Simultaneously, the Japanese crew unleashed a burst of machine gun fire at Growler’s bridge, killing the assistant officer of the deck and a lookout, while wounding Gilmore himself and two other men. “Clear the bridge!” Gilmore ordered as he struggled to hang on to a frame. As the rest of the bridge party dropped down the hatch into the conning tower, the executive officer, Lieutenant commander Arnold Schade waited expectantly for his captain to appear. Instead from above came the shouted command: “Take her down!” Realizing that he could not get himself below in time if the ship were to escape, Gilmore chose to make the supreme sacrifice for his shipmates. Schade hesitated briefly — then followed his captain’s last order and submerged the crippled ship.
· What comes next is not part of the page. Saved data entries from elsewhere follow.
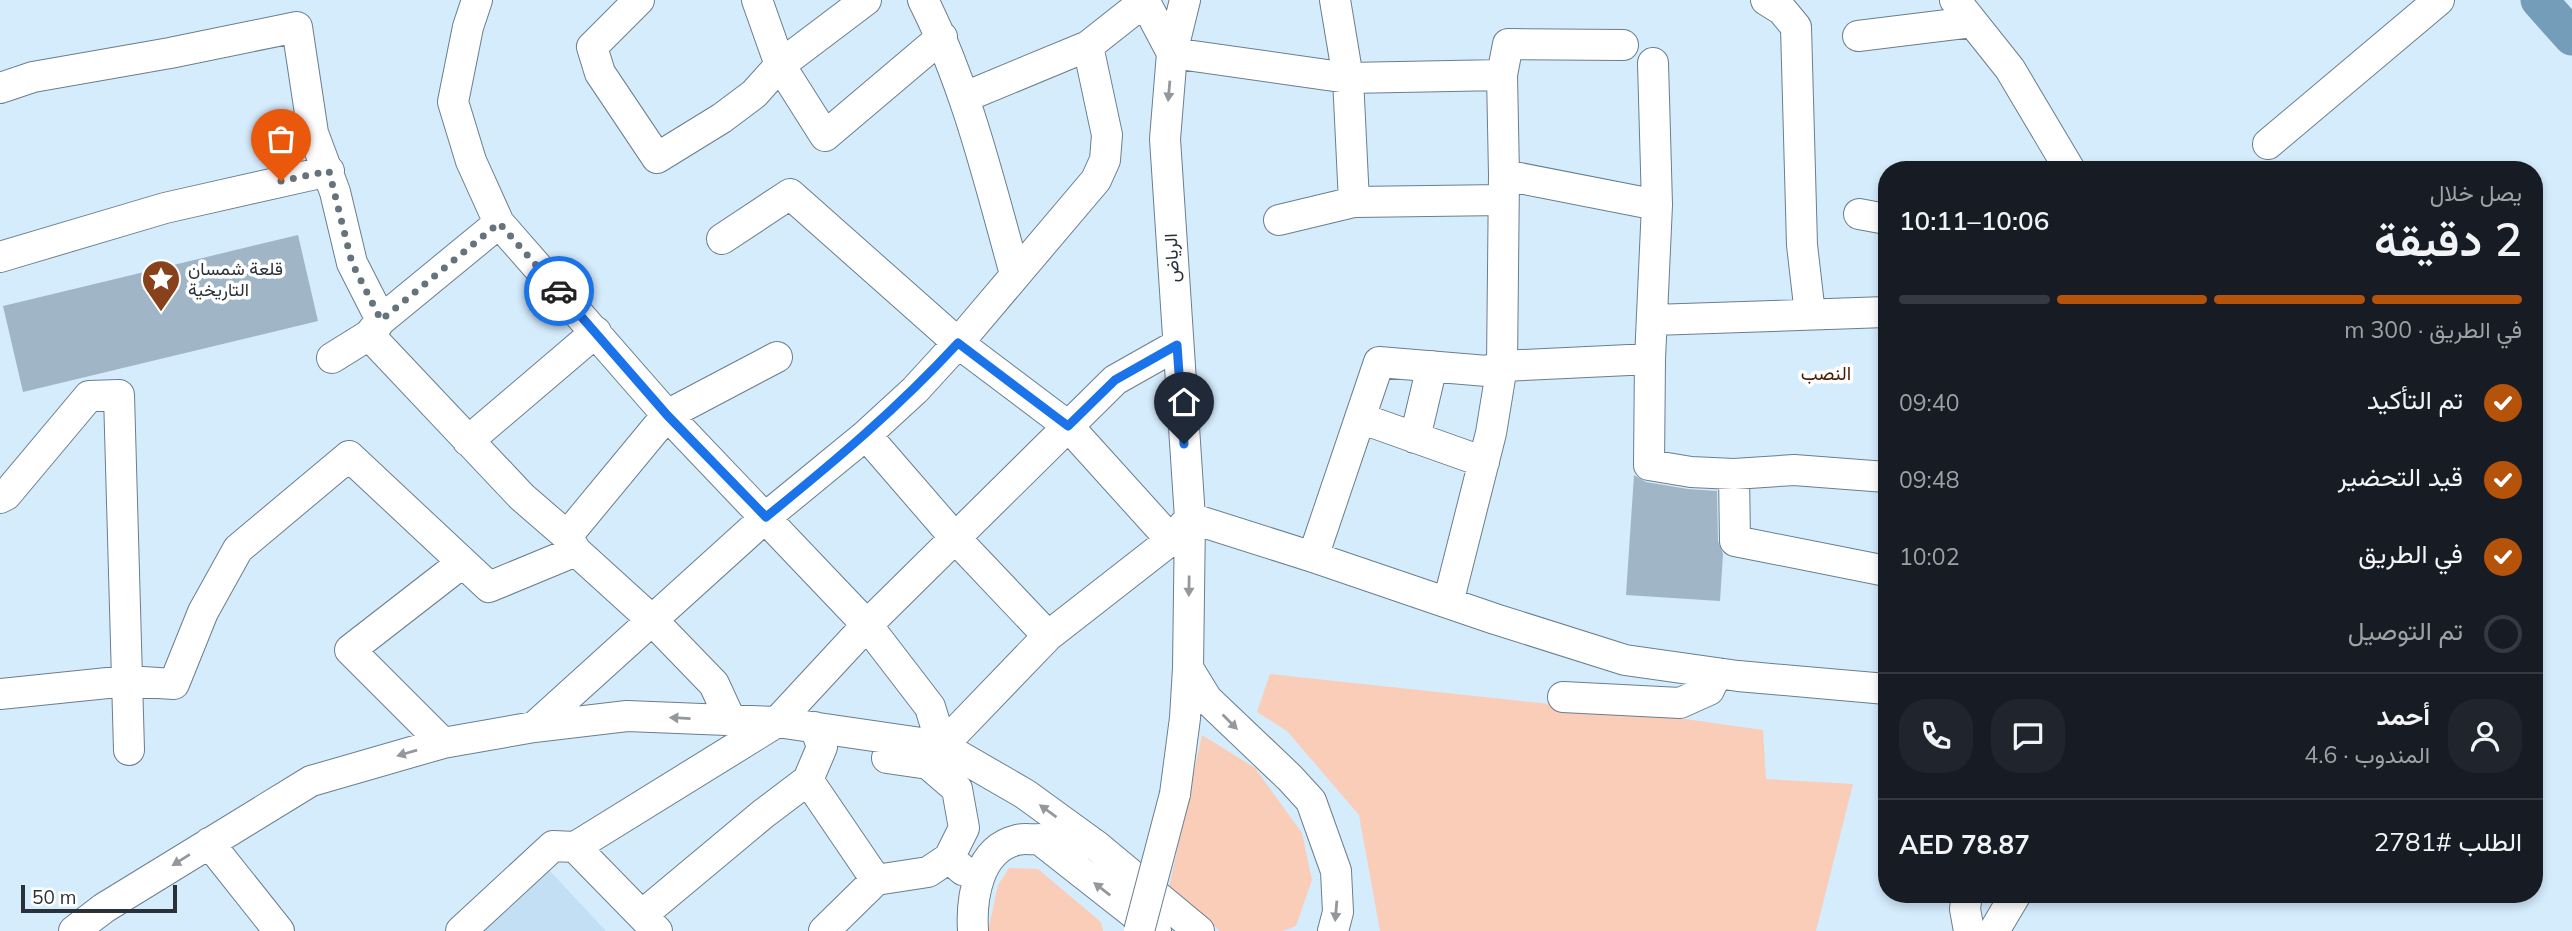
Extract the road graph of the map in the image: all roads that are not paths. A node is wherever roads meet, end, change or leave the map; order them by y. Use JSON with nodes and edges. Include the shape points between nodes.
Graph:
{"nodes":[{"id":1,"x":477,"y":0,"type":"edge"},
{"id":2,"x":639,"y":0,"type":"edge"},
{"id":3,"x":757,"y":0,"type":"edge"},
{"id":4,"x":866,"y":0,"type":"edge"},
{"id":5,"x":923,"y":0,"type":"edge"},
{"id":6,"x":1145,"y":0,"type":"edge"},
{"id":7,"x":1185,"y":0,"type":"edge"},
{"id":8,"x":1335,"y":0,"type":"edge"},
{"id":9,"x":1766,"y":0,"type":"edge"},
{"id":10,"x":2439,"y":0,"type":"edge"},
{"id":11,"x":1964,"y":11,"type":"edge"},
{"id":12,"x":1858,"y":36,"type":"dead end"},
{"id":13,"x":942,"y":37,"type":"junction"},
{"id":14,"x":1623,"y":45,"type":"dead end"},
{"id":15,"x":1088,"y":46,"type":"junction"},
{"id":16,"x":1172,"y":53,"type":"junction"},
{"id":17,"x":1653,"y":63,"type":"dead end"},
{"id":18,"x":780,"y":65,"type":"junction"},
{"id":19,"x":1502,"y":75,"type":"junction"},
{"id":20,"x":1348,"y":78,"type":"junction"},
{"id":21,"x":0,"y":88,"type":"edge"},
{"id":22,"x":965,"y":97,"type":"junction"},
{"id":23,"x":2269,"y":144,"type":"dead end"},
{"id":24,"x":2065,"y":161,"type":"edge"},
{"id":25,"x":329,"y":171,"type":"junction"},
{"id":26,"x":1504,"y":187,"type":"junction"},
{"id":27,"x":1354,"y":202,"type":"junction"},
{"id":28,"x":1657,"y":205,"type":"junction"},
{"id":29,"x":1279,"y":220,"type":"dead end"},
{"id":30,"x":499,"y":223,"type":"junction"},
{"id":31,"x":722,"y":239,"type":"dead end"},
{"id":32,"x":0,"y":257,"type":"edge"},
{"id":33,"x":1015,"y":274,"type":"junction"},
{"id":34,"x":1878,"y":312,"type":"edge"},
{"id":35,"x":1810,"y":314,"type":"junction"},
{"id":36,"x":1653,"y":320,"type":"junction"},
{"id":37,"x":375,"y":328,"type":"junction"},
{"id":38,"x":596,"y":332,"type":"junction"},
{"id":39,"x":958,"y":343,"type":"junction"},
{"id":40,"x":1177,"y":345,"type":"junction"},
{"id":41,"x":777,"y":357,"type":"dead end"},
{"id":42,"x":332,"y":358,"type":"dead end"},
{"id":43,"x":1650,"y":359,"type":"junction"},
{"id":44,"x":1432,"y":366,"type":"junction"},
{"id":45,"x":1502,"y":366,"type":"junction"},
{"id":46,"x":667,"y":415,"type":"junction"},
{"id":47,"x":1360,"y":418,"type":"junction"},
{"id":48,"x":1068,"y":426,"type":"junction"},
{"id":49,"x":866,"y":435,"type":"junction"},
{"id":50,"x":1415,"y":438,"type":"junction"},
{"id":51,"x":468,"y":441,"type":"junction"},
{"id":52,"x":1484,"y":462,"type":"junction"},
{"id":53,"x":1734,"y":474,"type":"junction"},
{"id":54,"x":1878,"y":476,"type":"edge"},
{"id":55,"x":0,"y":498,"type":"edge"},
{"id":56,"x":766,"y":517,"type":"junction"},
{"id":57,"x":1190,"y":517,"type":"junction"},
{"id":58,"x":956,"y":539,"type":"junction"},
{"id":59,"x":1171,"y":540,"type":"junction"},
{"id":60,"x":572,"y":544,"type":"junction"},
{"id":61,"x":1314,"y":557,"type":"junction"},
{"id":62,"x":462,"y":563,"type":"junction"},
{"id":63,"x":1878,"y":569,"type":"edge"},
{"id":64,"x":1448,"y":603,"type":"junction"},
{"id":65,"x":653,"y":621,"type":"junction"},
{"id":66,"x":867,"y":625,"type":"junction"},
{"id":67,"x":1048,"y":636,"type":"junction"},
{"id":68,"x":1188,"y":668,"type":"junction"},
{"id":69,"x":1717,"y":673,"type":"junction"},
{"id":70,"x":127,"y":681,"type":"junction"},
{"id":71,"x":1878,"y":688,"type":"edge"},
{"id":72,"x":0,"y":694,"type":"edge"},
{"id":73,"x":1563,"y":697,"type":"dead end"},
{"id":74,"x":731,"y":721,"type":"junction"},
{"id":75,"x":776,"y":722,"type":"junction"},
{"id":76,"x":534,"y":727,"type":"junction"},
{"id":77,"x":818,"y":737,"type":"junction"},
{"id":78,"x":443,"y":743,"type":"junction"},
{"id":79,"x":942,"y":746,"type":"junction"},
{"id":80,"x":129,"y":750,"type":"dead end"},
{"id":81,"x":808,"y":780,"type":"junction"},
{"id":82,"x":209,"y":843,"type":"junction"},
{"id":83,"x":575,"y":847,"type":"junction"},
{"id":84,"x":949,"y":858,"type":"junction"},
{"id":85,"x":876,"y":880,"type":"junction"},
{"id":86,"x":977,"y":882,"type":"junction"},
{"id":87,"x":1966,"y":903,"type":"edge"},
{"id":88,"x":2011,"y":903,"type":"edge"},
{"id":89,"x":101,"y":920,"type":"edge"},
{"id":90,"x":649,"y":923,"type":"edge"},
{"id":91,"x":74,"y":931,"type":"edge"},
{"id":92,"x":279,"y":931,"type":"edge"},
{"id":93,"x":461,"y":931,"type":"edge"},
{"id":94,"x":824,"y":931,"type":"edge"},
{"id":95,"x":973,"y":931,"type":"edge"},
{"id":96,"x":1139,"y":931,"type":"edge"},
{"id":97,"x":1156,"y":931,"type":"edge"},
{"id":98,"x":1199,"y":931,"type":"edge"},
{"id":99,"x":1333,"y":931,"type":"edge"},
{"id":100,"x":1969,"y":931,"type":"edge"},
{"id":101,"x":1994,"y":931,"type":"edge"}],
"edges":[{"from":1,"to":30,"type":"street","via":[[453,102],[471,162]]},
{"from":2,"to":18,"type":"street","via":[[592,47],[600,73],[657,158],[723,118],[754,94]]},
{"from":3,"to":18,"type":"street"},
{"from":4,"to":18,"type":"street"},
{"from":5,"to":13,"type":"street"},
{"from":6,"to":15,"type":"street"},
{"from":6,"to":16,"type":"street"},
{"from":7,"to":16,"type":"street","name":"الرياض"},
{"from":8,"to":20,"type":"street"},
{"from":9,"to":35,"type":"street","via":[[1796,27],[1802,245]]},
{"from":10,"to":23,"type":"street"},
{"from":11,"to":12,"type":"street"},
{"from":11,"to":24,"type":"street","via":[[2010,69]]},
{"from":13,"to":18,"type":"street","via":[[825,136]]},
{"from":13,"to":22,"type":"street"},
{"from":14,"to":19,"type":"street","via":[[1508,44]]},
{"from":15,"to":22,"type":"street"},
{"from":15,"to":33,"type":"street","via":[[1107,135],[1105,160],[1096,180]]},
{"from":16,"to":20,"type":"street"},
{"from":16,"to":40,"type":"street","name":"الرياض","one_way":true,"via":[[1165,139]]},
{"from":17,"to":28,"type":"street"},
{"from":19,"to":20,"type":"street"},
{"from":19,"to":26,"type":"street"},
{"from":20,"to":27,"type":"street"},
{"from":21,"to":25,"type":"street","via":[[33,77],[297,27],[313,133]]},
{"from":22,"to":33,"type":"street"},
{"from":25,"to":32,"type":"street","via":[[165,208]]},
{"from":25,"to":37,"type":"street","via":[[352,263]]},
{"from":26,"to":27,"type":"street"},
{"from":26,"to":28,"type":"street"},
{"from":26,"to":45,"type":"street"},
{"from":27,"to":29,"type":"street"},
{"from":28,"to":36,"type":"street"},
{"from":30,"to":37,"type":"street"},
{"from":30,"to":38,"type":"street"},
{"from":31,"to":39,"type":"street","via":[[790,194]]},
{"from":33,"to":39,"type":"street"},
{"from":34,"to":35,"type":"street"},
{"from":35,"to":36,"type":"street"},
{"from":36,"to":43,"type":"street"},
{"from":37,"to":42,"type":"street"},
{"from":37,"to":51,"type":"street"},
{"from":38,"to":46,"type":"street"},
{"from":38,"to":51,"type":"street"},
{"from":39,"to":48,"type":"street"},
{"from":39,"to":49,"type":"street"},
{"from":40,"to":48,"type":"street","via":[[1115,380]]},
{"from":40,"to":57,"type":"street","name":"الرياض"},
{"from":41,"to":46,"type":"street"},
{"from":43,"to":45,"type":"street"},
{"from":43,"to":53,"type":"street","via":[[1649,465]]},
{"from":44,"to":45,"type":"street","via":[[1487,371]]},
{"from":44,"to":47,"type":"street","via":[[1379,362]]},
{"from":44,"to":50,"type":"street"},
{"from":45,"to":52,"type":"street"},
{"from":46,"to":56,"type":"street"},
{"from":46,"to":60,"type":"street"},
{"from":47,"to":50,"type":"street"},
{"from":47,"to":61,"type":"street"},
{"from":48,"to":58,"type":"street"},
{"from":48,"to":59,"type":"street"},
{"from":49,"to":56,"type":"street"},
{"from":49,"to":58,"type":"street"},
{"from":50,"to":52,"type":"street"},
{"from":51,"to":60,"type":"street"},
{"from":52,"to":64,"type":"street"},
{"from":53,"to":54,"type":"street","via":[[1794,470]]},
{"from":53,"to":63,"type":"street","via":[[1735,541]]},
{"from":55,"to":70,"type":"street","via":[[89,396],[119,395]]},
{"from":56,"to":65,"type":"street"},
{"from":56,"to":66,"type":"street"},
{"from":57,"to":59,"type":"street"},
{"from":57,"to":61,"type":"street"},
{"from":57,"to":68,"type":"street","name":"الرياض","one_way":true},
{"from":58,"to":66,"type":"street"},
{"from":58,"to":67,"type":"street"},
{"from":59,"to":67,"type":"street"},
{"from":60,"to":62,"type":"street","via":[[489,587]]},
{"from":60,"to":65,"type":"street"},
{"from":61,"to":64,"type":"street"},
{"from":62,"to":70,"type":"street","via":[[349,456],[238,549],[203,612],[174,684]]},
{"from":62,"to":78,"type":"street","via":[[350,650]]},
{"from":64,"to":69,"type":"street","via":[[1625,660]]},
{"from":65,"to":74,"type":"street","via":[[714,684]]},
{"from":65,"to":76,"type":"street"},
{"from":66,"to":75,"type":"street"},
{"from":66,"to":79,"type":"street","via":[[930,706]]},
{"from":67,"to":79,"type":"street"},
{"from":68,"to":96,"type":"street","name":"الرياض","bridge":true,"via":[[1175,793]]},
{"from":68,"to":99,"type":"street","one_way":true,"via":[[1207,699],[1311,801],[1336,871],[1338,912]]},
{"from":69,"to":71,"type":"street"},
{"from":69,"to":73,"type":"street","via":[[1709,690],[1681,703]]},
{"from":70,"to":72,"type":"street"},
{"from":70,"to":80,"type":"street"},
{"from":74,"to":75,"type":"street"},
{"from":74,"to":76,"type":"street","one_way":true,"via":[[627,716]]},
{"from":75,"to":77,"type":"street"},
{"from":75,"to":83,"type":"street"},
{"from":76,"to":78,"type":"street"},
{"from":77,"to":79,"type":"street"},
{"from":77,"to":81,"type":"street"},
{"from":77,"to":84,"type":"street","via":[[928,764],[957,789],[964,828]]},
{"from":78,"to":82,"type":"street","one_way":true,"via":[[311,781]]},
{"from":98,"to":79,"type":"street","one_way":true,"via":[[1098,847],[1025,794]]},
{"from":81,"to":85,"type":"street"},
{"from":81,"to":90,"type":"street","via":[[763,814]]},
{"from":82,"to":89,"type":"street","one_way":true},
{"from":82,"to":92,"type":"street"},
{"from":83,"to":90,"type":"street"},
{"from":83,"to":93,"type":"street","via":[[553,846]]},
{"from":84,"to":85,"type":"street","via":[[928,872]]},
{"from":84,"to":86,"type":"street"},
{"from":85,"to":94,"type":"street"},
{"from":86,"to":95,"type":"street"},
{"from":97,"to":86,"type":"street","one_way":true,"via":[[1039,839],[1016,840],[993,853]]},
{"from":87,"to":100,"type":"street"},
{"from":88,"to":101,"type":"street"},
{"from":89,"to":91,"type":"street"}]}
Commander Gilmore's Grave Stone in Meridian, MS
Surfacing some time later in hope of reattacking the Hayasaki, Schade found the seas empty. The Japanese ship had survived the encounter, but there was no sign of Gilmore, who apparently had drifted away in the night. Schade and Growler’s crew managed to control the ship’s flooding and limped back to Brisbane.
For sacrificing his own life to save his ship, commander Howard Gilmore was posthumously awarded the Medal of Honor. Today “Take her down!” remains one of the legendary phrases of the U.S. Submarine Force.
Thank you Commander Gilmore for sacrificing your life for your crew and our freedoms. A true hero to remember forever.